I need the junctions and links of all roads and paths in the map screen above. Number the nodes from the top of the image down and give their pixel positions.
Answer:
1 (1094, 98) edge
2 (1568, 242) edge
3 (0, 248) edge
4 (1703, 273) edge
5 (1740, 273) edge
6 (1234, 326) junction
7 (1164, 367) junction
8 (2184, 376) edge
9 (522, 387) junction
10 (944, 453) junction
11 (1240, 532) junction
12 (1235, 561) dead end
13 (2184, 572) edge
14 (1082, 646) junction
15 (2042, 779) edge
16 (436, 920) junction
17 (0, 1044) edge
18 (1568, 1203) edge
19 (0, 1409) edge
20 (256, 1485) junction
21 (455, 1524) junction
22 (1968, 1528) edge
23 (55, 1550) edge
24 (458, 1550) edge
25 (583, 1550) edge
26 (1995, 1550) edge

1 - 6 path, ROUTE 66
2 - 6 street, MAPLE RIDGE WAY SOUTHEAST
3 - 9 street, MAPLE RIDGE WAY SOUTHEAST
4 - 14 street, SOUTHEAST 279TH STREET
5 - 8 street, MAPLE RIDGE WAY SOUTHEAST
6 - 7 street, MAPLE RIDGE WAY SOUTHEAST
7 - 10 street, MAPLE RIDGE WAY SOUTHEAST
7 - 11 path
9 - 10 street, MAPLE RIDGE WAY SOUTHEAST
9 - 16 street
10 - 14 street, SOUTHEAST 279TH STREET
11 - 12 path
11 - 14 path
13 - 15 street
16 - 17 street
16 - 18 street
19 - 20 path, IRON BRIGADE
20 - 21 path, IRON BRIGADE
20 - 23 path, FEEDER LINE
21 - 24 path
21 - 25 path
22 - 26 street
################
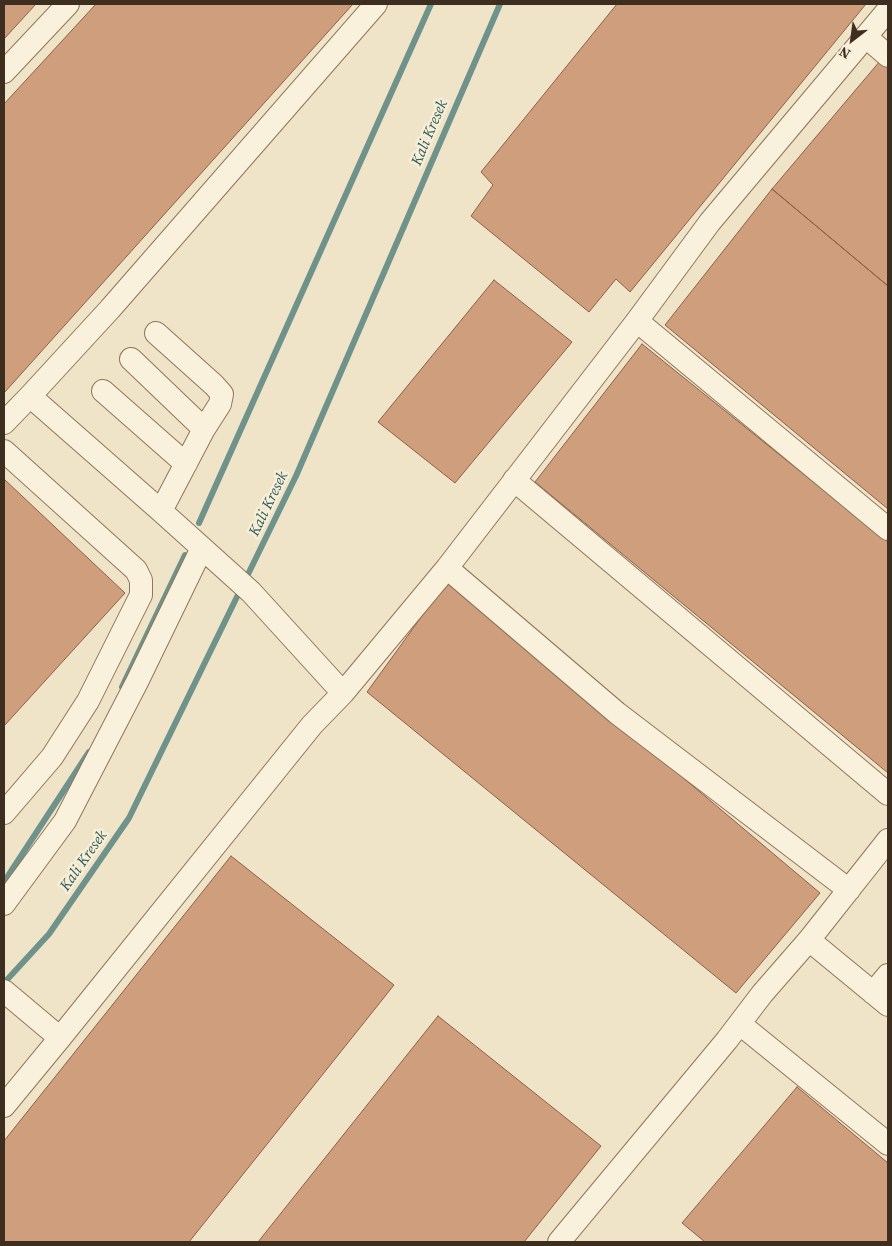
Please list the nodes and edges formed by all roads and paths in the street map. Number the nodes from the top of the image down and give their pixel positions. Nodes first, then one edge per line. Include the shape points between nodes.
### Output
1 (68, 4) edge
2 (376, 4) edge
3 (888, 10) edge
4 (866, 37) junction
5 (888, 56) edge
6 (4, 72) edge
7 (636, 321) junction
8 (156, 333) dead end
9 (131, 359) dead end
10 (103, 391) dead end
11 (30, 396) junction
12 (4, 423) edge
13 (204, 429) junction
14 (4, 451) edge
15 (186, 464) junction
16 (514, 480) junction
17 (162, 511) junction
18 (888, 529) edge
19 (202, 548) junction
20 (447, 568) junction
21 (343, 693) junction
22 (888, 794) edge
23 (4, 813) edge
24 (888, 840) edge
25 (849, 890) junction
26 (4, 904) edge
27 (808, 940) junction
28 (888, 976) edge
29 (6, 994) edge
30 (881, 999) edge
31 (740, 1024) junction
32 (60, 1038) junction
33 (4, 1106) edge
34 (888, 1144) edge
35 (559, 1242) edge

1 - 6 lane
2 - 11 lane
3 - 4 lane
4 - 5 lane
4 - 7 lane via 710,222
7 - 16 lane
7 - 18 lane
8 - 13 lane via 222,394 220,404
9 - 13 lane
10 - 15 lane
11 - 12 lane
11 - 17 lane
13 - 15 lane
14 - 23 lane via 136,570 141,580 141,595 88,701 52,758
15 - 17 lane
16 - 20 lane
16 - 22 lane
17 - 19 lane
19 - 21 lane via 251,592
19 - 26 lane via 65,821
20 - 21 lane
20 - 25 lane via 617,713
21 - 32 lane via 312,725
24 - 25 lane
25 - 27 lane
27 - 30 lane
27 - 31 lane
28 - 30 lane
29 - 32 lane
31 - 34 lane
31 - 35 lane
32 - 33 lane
################
**Exercise details:** Check each line of the records for "RIDGE" and copy the ones that contain it.

**Answer:**
2 - 6 street, MAPLE RIDGE WAY SOUTHEAST
3 - 9 street, MAPLE RIDGE WAY SOUTHEAST
5 - 8 street, MAPLE RIDGE WAY SOUTHEAST
6 - 7 street, MAPLE RIDGE WAY SOUTHEAST
7 - 10 street, MAPLE RIDGE WAY SOUTHEAST
9 - 10 street, MAPLE RIDGE WAY SOUTHEAST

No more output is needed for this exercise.